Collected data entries
=======
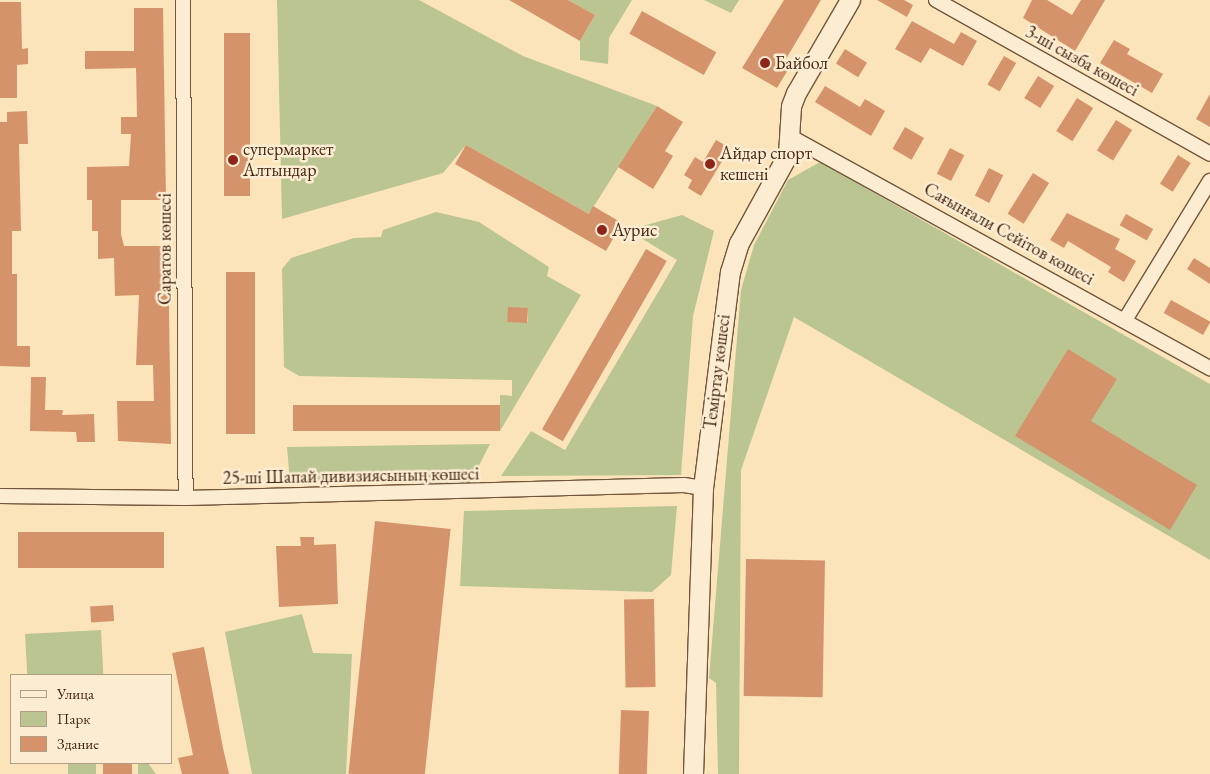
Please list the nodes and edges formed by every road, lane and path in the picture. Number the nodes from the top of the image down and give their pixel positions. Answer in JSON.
{"nodes":[{"id":1,"x":183,"y":0,"type":"edge"},
{"id":2,"x":850,"y":0,"type":"edge"},
{"id":3,"x":936,"y":0,"type":"edge"},
{"id":4,"x":789,"y":136,"type":"junction"},
{"id":5,"x":1210,"y":154,"type":"edge"},
{"id":6,"x":1210,"y":181,"type":"edge"},
{"id":7,"x":1125,"y":320,"type":"junction"},
{"id":8,"x":1210,"y":368,"type":"edge"},
{"id":9,"x":703,"y":488,"type":"junction"},
{"id":10,"x":0,"y":496,"type":"edge"},
{"id":11,"x":186,"y":498,"type":"junction"},
{"id":12,"x":692,"y":774,"type":"edge"}],
"edges":[{"from":1,"to":11,"type":"street","name":"Саратов көшесі"},
{"from":2,"to":4,"type":"street","name":"Теміртау көшесі"},
{"from":3,"to":5,"type":"street","name":"3-ші сызба көшесі"},
{"from":4,"to":7,"type":"street","name":"Сағынғали Сейітов көшесі"},
{"from":4,"to":9,"type":"street","name":"Теміртау көшесі"},
{"from":6,"to":7,"type":"street"},
{"from":7,"to":8,"type":"street","name":"Сағынғали Сейітов көшесі"},
{"from":9,"to":11,"type":"street","name":"25-ші Шапай дивизиясының көшесі"},
{"from":9,"to":12,"type":"street","name":"Теміртау көшесі"},
{"from":10,"to":11,"type":"street","name":"25-ші Шапай дивизиясының көшесі"}]}
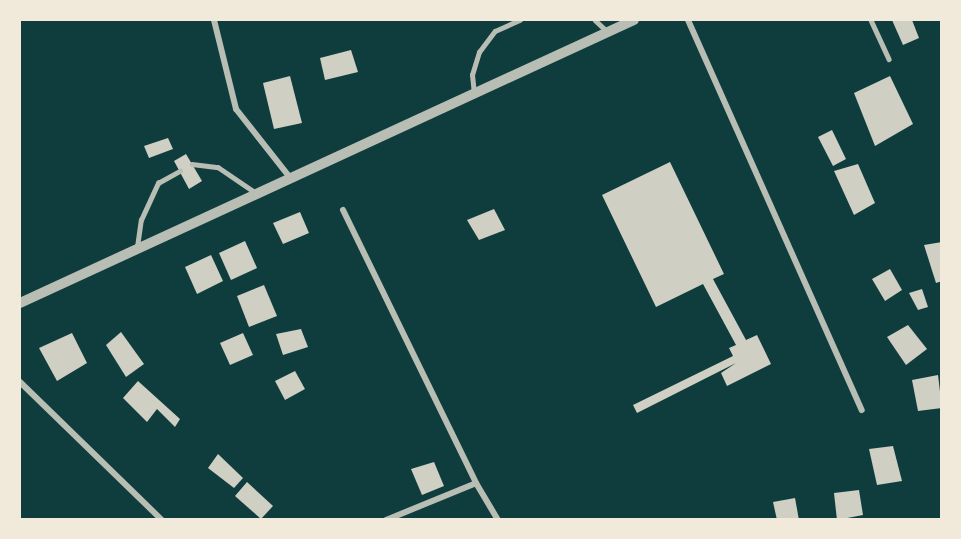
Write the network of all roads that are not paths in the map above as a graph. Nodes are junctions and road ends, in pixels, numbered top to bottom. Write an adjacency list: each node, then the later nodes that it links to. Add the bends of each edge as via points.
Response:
1 (214, 20): 12 (street, via 236,110)
2 (519, 20): 9 (lane, via 495,31 479,52 472,75)
3 (595, 20): 7 (lane)
4 (634, 20): 7 (street)
5 (688, 20): 18 (street)
6 (871, 20): 8 (lane)
7 (608, 32): 9 (street)
8 (889, 59)
9 (474, 94): 12 (street)
10 (192, 164): 13 (lane, via 218,167)
11 (180, 171): 15 (lane, via 159,183 141,220)
12 (291, 178): 13 (street)
13 (257, 194): 15 (street)
14 (344, 210): 19 (street)
15 (136, 250): 16 (street)
16 (20, 303)
17 (20, 382): 20 (street)
18 (862, 410)
19 (476, 483): 21 (street); 22 (street)
20 (162, 519)
21 (386, 519)
22 (498, 519)

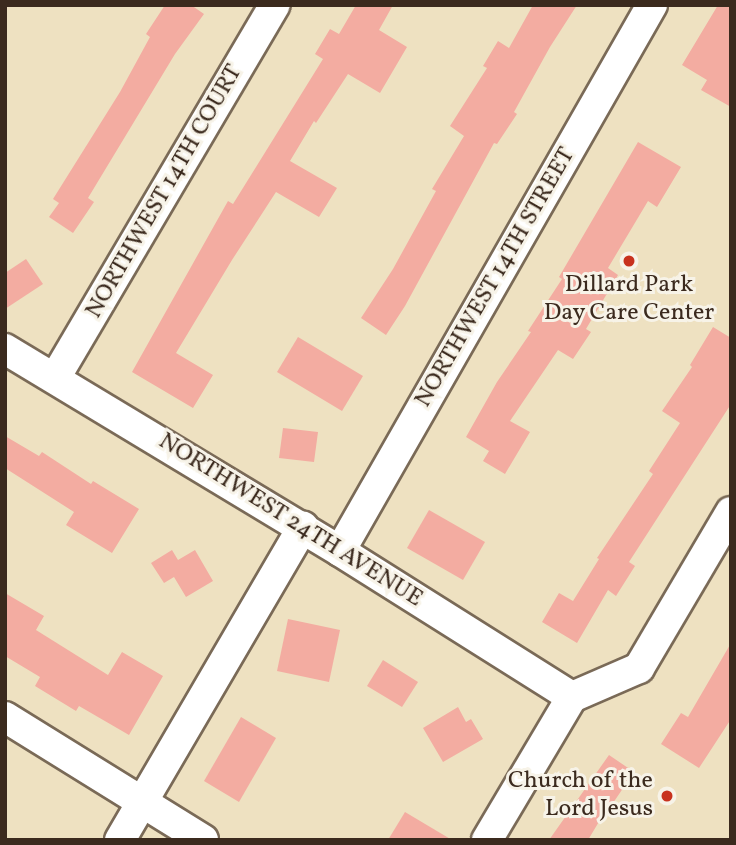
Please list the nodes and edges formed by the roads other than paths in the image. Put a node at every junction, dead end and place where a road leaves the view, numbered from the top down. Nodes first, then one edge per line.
1 (275, 5) edge
2 (652, 5) edge
3 (5, 349) edge
4 (55, 378) junction
5 (731, 512) edge
6 (303, 527) junction
7 (340, 551) junction
8 (572, 697) junction
9 (5, 717) edge
10 (141, 804) junction
11 (120, 840) edge
12 (203, 840) edge
13 (487, 840) edge

1 - 4 street, NORTHWEST 14TH COURT
2 - 7 street, NORTHWEST 14TH STREET
3 - 4 street, NORTHWEST 24TH AVENUE
4 - 6 street, NORTHWEST 24TH AVENUE
5 - 8 street
6 - 7 street, NORTHWEST 24TH AVENUE
6 - 10 street
7 - 8 street, NORTHWEST 24TH AVENUE
8 - 13 street
9 - 10 street
10 - 11 street
10 - 12 street

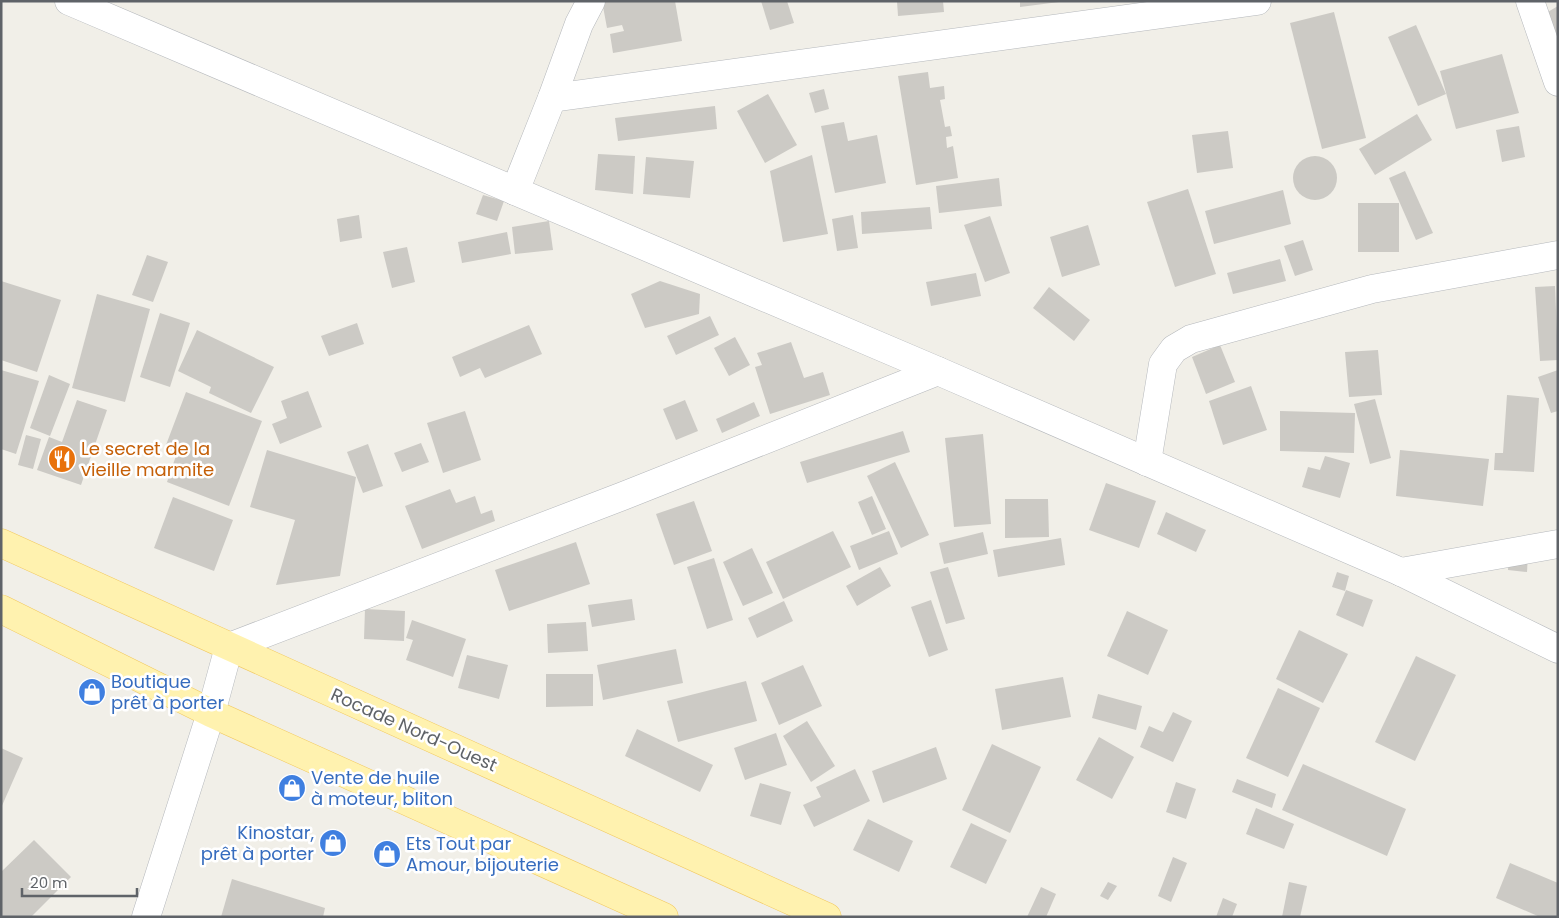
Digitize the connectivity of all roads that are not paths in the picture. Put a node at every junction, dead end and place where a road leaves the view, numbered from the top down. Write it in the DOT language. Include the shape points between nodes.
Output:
graph roads {
  1 [pos="69,1"];
  2 [pos="591,1"];
  3 [pos="1257,1"];
  4 [pos="1530,1"];
  5 [pos="1558,82"];
  6 [pos="552,98"];
  7 [pos="515,191"];
  8 [pos="1558,255"];
  9 [pos="938,371"];
  10 [pos="1147,462"];
  11 [pos="1,543"];
  12 [pos="1558,544"];
  13 [pos="1401,572"];
  14 [pos="1,609"];
  15 [pos="229,647"];
  16 [pos="1558,649"];
  17 [pos="211,713"];
  18 [pos="146,917"];
  19 [pos="664,917"];
  20 [pos="827,917"];
  1 -- 7 [label="street"];
  2 -- 6 [label="street" via="578,24"];
  3 -- 6 [label="street"];
  4 -- 5 [label="street"];
  6 -- 7 [label="street"];
  7 -- 9 [label="street"];
  8 -- 10 [label="street" via="1372,288 1191,339 1174,349 1163,364"];
  9 -- 10 [label="street"];
  9 -- 15 [label="street" via="624,496"];
  10 -- 13 [label="street"];
  11 -- 15 [label="main road, Rocade Nord-Ouest"];
  12 -- 13 [label="street"];
  13 -- 16 [label="street"];
  14 -- 17 [label="main road"];
  15 -- 17 [label="street"];
  15 -- 20 [label="main road, Rocade Nord-Ouest"];
  17 -- 18 [label="street"];
  17 -- 19 [label="main road"];
}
=======
● **WHAT YOU ARE ASKED TO DO**
Within the entries, find each line holding the string "that". Reply with how many there are, as a number alone.

● **WRITTEN SOLUTION**
2